A mother, wife, daughter, sister, a farmer, a mason, a carpenter, a cattle rearer, a sweeper, a washer, a cook, an individual, a woman and at last an artisan trying to live with peace and pride. Such are the women of the Meghwal community from Rajasthan.
Originally, migrants from Pakistan, these Hindustani folks settled in villages lining the Indian border. Cattle rearers and agriculturists by occupation, later, with the support of Indian government they were allocated agricultural land. Soon after which they migrated to the present day Rajasthan. Their language is a mix of Hindi, Sindhi and Urdu…
While men go to the field, women are occupied in household activities, managing children and assisting in agriculture. They learnt it at an early age, since the average age of marriage is 18 years, sometimes even earlier…. They live in nuclear families as a part of their custom. An average house has 7-8 members including 3-4 children.
The months of March to April and October to November bring the harvest and their festivals like Deepwali, Navratri, Teej etc. During this time a woman or a girl’s day begins at 4am and ends at 10pm. Nonetheless, these women find time to embroider.
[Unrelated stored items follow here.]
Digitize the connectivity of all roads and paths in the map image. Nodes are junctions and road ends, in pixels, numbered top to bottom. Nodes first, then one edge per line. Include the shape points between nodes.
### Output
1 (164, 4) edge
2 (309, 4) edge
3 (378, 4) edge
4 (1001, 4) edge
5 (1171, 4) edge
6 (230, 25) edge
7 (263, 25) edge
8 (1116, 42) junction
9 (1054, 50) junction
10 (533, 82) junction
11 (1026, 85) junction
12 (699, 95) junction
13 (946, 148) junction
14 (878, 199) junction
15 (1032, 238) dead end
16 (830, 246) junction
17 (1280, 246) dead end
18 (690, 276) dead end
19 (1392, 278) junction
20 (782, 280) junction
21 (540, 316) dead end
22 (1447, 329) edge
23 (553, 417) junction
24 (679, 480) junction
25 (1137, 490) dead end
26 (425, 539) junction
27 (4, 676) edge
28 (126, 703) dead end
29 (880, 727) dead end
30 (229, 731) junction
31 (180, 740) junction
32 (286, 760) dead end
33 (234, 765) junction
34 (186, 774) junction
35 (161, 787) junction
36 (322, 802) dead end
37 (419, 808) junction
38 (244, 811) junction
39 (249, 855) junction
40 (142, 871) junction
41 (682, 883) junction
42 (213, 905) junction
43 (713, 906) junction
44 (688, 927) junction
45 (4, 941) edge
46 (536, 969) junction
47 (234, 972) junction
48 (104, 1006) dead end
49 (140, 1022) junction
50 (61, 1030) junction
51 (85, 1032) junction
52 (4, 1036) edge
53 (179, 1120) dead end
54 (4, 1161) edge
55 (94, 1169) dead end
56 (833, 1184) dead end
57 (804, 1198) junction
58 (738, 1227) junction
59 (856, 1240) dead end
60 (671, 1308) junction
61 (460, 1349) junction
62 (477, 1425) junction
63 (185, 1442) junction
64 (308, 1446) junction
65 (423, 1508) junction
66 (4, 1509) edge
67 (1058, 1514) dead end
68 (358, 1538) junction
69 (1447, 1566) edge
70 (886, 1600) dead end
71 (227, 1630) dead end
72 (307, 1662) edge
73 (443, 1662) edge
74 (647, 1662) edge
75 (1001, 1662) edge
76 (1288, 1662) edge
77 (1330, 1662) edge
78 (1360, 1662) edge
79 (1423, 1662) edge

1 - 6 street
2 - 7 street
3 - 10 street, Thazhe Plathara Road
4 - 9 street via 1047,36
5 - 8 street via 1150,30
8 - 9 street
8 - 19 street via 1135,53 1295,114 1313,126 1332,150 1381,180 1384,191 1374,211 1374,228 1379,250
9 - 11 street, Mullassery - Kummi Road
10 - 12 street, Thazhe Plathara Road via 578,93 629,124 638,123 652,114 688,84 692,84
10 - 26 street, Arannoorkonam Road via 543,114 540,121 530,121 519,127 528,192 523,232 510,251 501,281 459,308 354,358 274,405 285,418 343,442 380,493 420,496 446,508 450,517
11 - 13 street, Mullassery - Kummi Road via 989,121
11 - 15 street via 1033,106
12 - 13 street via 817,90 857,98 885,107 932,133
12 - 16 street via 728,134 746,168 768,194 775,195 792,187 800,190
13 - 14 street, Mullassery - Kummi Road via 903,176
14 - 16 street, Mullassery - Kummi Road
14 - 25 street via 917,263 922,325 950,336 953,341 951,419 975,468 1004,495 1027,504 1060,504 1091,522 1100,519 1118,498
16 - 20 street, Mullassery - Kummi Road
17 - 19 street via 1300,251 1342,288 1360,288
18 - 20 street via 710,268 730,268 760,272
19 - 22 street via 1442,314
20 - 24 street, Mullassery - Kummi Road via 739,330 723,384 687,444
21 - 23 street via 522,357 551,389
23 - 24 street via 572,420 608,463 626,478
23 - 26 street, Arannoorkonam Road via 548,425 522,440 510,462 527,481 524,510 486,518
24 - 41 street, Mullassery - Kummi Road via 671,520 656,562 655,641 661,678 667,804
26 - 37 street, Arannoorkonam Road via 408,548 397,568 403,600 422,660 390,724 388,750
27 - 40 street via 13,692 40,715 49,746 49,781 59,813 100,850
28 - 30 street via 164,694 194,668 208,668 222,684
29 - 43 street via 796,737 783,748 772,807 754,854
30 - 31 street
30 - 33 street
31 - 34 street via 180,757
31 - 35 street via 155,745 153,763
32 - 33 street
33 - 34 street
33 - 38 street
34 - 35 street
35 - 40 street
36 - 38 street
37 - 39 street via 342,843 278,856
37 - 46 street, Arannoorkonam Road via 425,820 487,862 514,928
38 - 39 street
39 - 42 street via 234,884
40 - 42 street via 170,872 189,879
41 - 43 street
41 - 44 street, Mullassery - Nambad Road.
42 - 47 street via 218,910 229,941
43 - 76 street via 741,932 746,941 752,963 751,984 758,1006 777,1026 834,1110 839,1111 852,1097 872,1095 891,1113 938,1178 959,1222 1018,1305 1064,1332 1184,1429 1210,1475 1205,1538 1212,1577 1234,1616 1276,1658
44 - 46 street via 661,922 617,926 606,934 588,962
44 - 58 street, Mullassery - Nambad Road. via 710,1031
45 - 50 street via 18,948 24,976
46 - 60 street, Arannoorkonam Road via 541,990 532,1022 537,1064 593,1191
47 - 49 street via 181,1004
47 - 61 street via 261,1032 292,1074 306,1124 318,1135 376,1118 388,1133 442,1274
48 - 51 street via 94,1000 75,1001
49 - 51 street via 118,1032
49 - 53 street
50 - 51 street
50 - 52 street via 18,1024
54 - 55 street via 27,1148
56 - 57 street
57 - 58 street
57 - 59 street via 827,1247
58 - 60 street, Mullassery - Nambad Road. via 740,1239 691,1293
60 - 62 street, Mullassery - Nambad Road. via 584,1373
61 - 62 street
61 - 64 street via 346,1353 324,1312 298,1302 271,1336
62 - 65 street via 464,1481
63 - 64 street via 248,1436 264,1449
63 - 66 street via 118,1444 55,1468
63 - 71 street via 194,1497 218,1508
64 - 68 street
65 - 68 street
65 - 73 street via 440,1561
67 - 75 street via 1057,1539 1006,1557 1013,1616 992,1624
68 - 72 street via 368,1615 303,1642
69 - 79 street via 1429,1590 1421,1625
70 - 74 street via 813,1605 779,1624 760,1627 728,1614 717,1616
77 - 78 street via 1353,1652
Hand embroidering has ever since been a part of these dessert dwellers as an everyday wearable and the mark of one’s skills, for instance, during marriages, which still happen within the caste. Every gift to the groom is hand embroidered, even the most unimaginable object like money, bidi, mouth freshener packets etc are put along to decorate the embroidered patch!!
They practice many types of embroideries, namely Soof, Kharek and Pakko. With modernization and government initiatives they have also learnt new contemporary stitches, although Pakko style continues to be their forte. Pakko embroidery is done by the Sodha, Rajput & Meghwal communities. Pakko literally means solid. The designs and motifs are very similar to Ahir, but slightly more geometric. The outline is done with chain stitch, but the filling is a dense variation of buttonhole stitch and open chain stitch, which gives an embossed look.
Mirrors are used frequently. Like Ahir, originally the designs were done directly on the fabric without any stencil, the wrap and weft are their guides and needle is their brush.
Local names of the stitches are:
Cross stitch – Kanadaa
Mirror stitch – Kaanch (Pakka)
Chain stitch – Lath
Open chain stitch – Sankali/Pakki jaat
Lazy daisy stitch – Chirki ki panadi
To them, embroidering has been an expression, a reason to sit together, memories handed over by a mother to her daughter and a matter of pride. The people are culturally rooted. Age old practices are still being followed, except those that have lost relevance due to globalization.
Yes!! Globalization!!It is not a new term for them, as worldwide channels are available to these people through dish TV. With electricity reaching far off villages and television box getting affordable, a five year old wearing jeans, dancing to the tunes of Dabang with sunglasses dangling at the back of his collar might not be a rare sight but the parameters of true success for a country whose economy and essence is based on its legacy of skilled artists- artisans, a country where every person, cluster, village was not only self-sufficient and sustainable but opulent and openly sharing its knowledge and wealth with others… The parameters will truly be achieved when that five year old grows up to take pride in what he or she was born with and will know how to steer it to his and his people’s good.